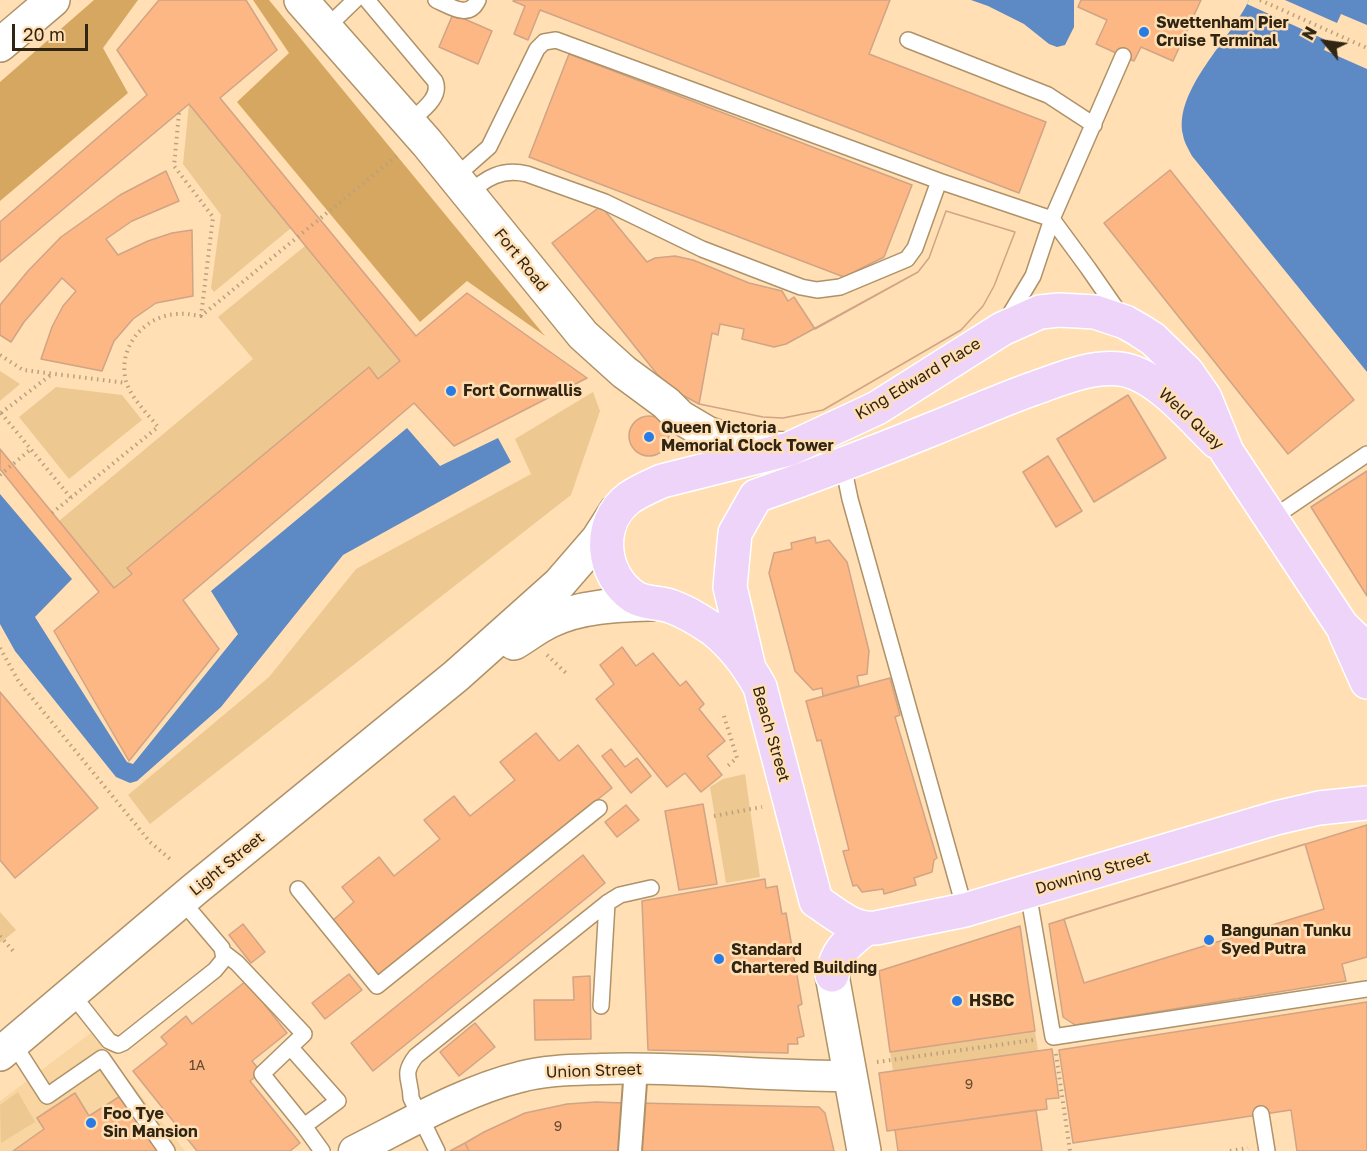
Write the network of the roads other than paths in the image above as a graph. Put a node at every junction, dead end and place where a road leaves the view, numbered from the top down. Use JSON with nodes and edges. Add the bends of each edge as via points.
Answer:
= = =
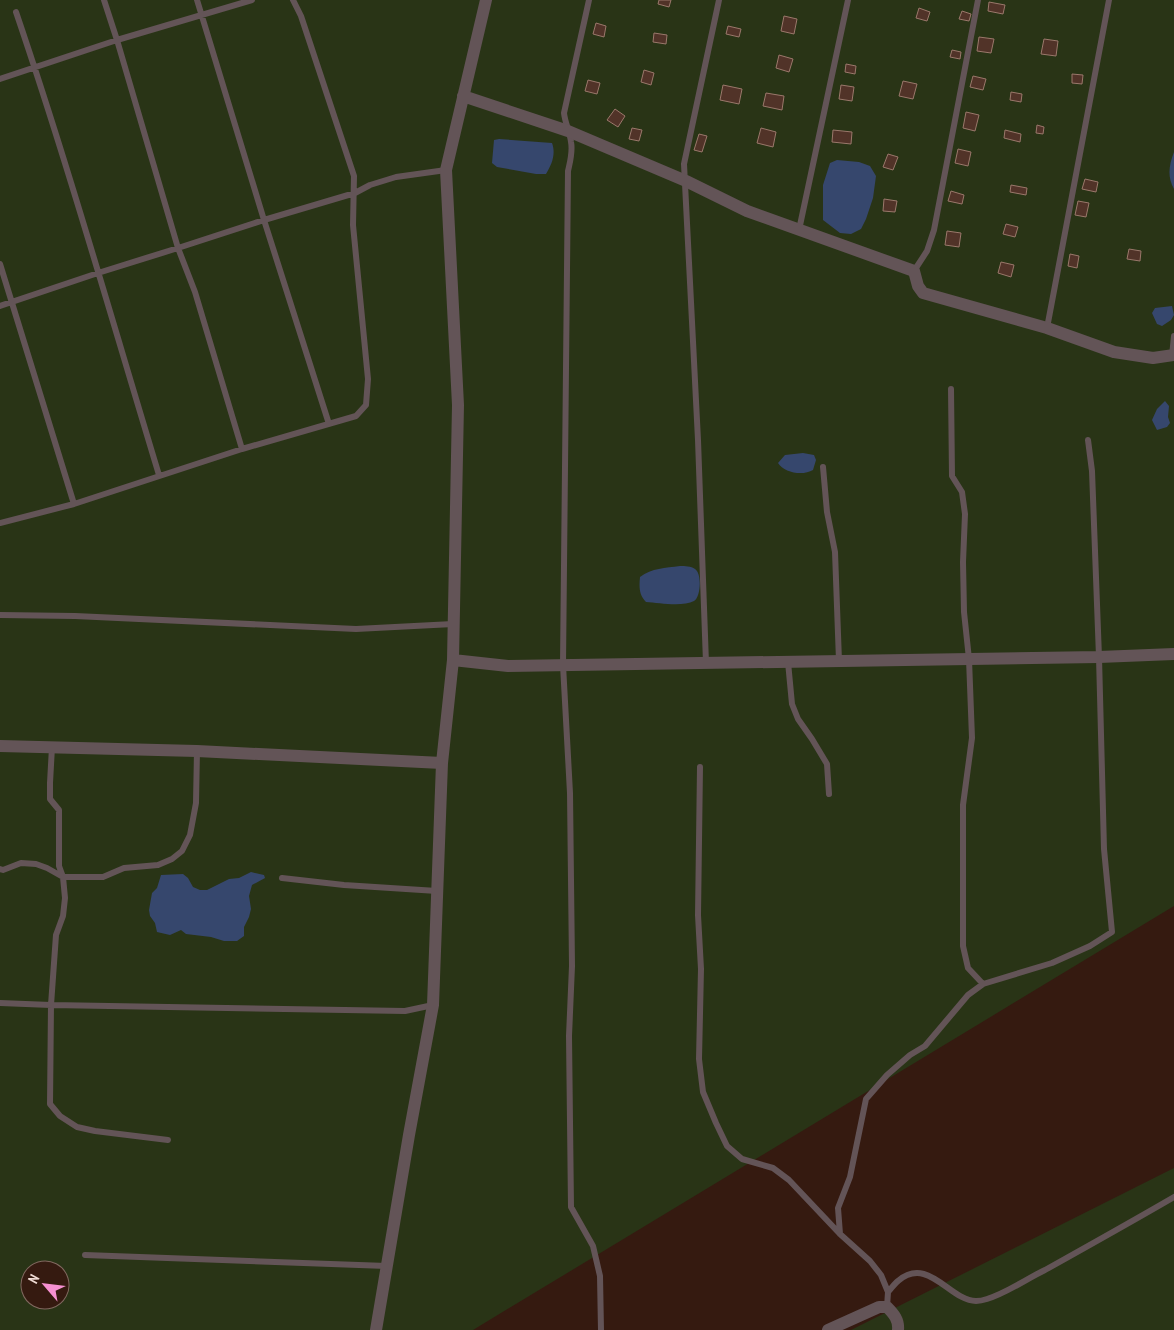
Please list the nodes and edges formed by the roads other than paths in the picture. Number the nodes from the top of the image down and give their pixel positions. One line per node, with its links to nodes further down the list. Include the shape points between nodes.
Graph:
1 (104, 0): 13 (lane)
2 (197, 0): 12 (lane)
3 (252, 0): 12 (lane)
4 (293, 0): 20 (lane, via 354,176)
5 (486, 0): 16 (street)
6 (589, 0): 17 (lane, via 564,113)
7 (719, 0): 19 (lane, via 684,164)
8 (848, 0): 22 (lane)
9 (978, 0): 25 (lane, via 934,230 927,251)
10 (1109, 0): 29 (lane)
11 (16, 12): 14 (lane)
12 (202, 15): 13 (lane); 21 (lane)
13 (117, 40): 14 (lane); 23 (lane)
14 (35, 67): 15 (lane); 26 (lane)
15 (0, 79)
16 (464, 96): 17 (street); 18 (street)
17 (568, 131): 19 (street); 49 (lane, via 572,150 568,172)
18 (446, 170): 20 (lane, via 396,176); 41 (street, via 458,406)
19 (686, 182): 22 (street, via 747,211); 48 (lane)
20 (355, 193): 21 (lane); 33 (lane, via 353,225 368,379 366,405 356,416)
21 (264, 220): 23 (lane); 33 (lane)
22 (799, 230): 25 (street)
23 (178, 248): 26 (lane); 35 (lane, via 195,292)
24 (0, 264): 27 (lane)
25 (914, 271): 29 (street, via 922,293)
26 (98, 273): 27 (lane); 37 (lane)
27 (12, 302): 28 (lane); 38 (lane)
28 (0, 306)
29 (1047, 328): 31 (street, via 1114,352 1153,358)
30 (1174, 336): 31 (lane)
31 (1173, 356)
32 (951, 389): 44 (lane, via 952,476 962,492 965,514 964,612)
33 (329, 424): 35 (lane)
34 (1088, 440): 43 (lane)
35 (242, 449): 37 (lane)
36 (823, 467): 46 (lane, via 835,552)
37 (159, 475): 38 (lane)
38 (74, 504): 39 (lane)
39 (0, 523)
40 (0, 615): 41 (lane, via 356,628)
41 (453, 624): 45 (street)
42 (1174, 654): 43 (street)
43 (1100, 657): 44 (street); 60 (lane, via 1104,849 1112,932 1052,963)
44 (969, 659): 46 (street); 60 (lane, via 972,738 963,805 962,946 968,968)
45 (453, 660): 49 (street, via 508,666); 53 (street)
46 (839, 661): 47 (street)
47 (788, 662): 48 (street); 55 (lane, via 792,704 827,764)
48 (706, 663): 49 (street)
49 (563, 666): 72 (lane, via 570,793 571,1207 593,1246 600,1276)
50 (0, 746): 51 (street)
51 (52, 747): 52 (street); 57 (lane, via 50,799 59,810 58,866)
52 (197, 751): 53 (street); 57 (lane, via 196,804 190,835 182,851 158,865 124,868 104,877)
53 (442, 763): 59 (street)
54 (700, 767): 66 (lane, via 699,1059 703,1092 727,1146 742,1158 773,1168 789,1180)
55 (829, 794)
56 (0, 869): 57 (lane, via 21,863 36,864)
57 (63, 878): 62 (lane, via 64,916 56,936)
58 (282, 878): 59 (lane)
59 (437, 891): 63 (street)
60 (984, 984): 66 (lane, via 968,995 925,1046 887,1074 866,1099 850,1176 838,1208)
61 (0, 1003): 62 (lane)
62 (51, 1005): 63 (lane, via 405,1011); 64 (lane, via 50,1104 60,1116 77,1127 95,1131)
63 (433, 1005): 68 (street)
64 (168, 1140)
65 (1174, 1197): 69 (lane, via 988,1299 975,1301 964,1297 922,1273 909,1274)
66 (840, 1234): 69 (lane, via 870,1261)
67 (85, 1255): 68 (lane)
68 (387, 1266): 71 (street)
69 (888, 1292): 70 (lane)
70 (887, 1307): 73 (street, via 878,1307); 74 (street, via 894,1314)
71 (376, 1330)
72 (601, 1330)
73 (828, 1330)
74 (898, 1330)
= = =
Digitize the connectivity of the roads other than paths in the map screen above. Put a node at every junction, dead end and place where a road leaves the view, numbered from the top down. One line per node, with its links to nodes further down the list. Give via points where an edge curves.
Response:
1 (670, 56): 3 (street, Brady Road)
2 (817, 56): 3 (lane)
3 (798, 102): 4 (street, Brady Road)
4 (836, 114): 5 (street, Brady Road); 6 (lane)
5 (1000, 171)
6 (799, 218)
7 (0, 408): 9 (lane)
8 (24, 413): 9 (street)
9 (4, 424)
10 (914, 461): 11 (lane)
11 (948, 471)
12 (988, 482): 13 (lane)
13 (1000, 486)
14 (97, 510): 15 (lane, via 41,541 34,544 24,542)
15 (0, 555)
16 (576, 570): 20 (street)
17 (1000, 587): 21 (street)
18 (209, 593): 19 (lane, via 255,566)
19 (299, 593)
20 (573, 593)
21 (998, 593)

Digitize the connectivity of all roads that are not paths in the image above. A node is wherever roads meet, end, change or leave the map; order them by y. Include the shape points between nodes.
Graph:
= = =
**Work order**
Wherever "Include" occurs in the records above, copy the line it sits in.

**Answer to this problem**
Please list the nodes and edges formed by the roads other than paths in the picture. Number the nodes from the top of the image down and give their pixel positions. One line per node, with its links to nodes further down the list. Include the shape points between nodes.
Digitize the connectivity of all roads that are not paths in the image above. A node is wherever roads meet, end, change or leave the map; order them by y. Include the shape points between nodes.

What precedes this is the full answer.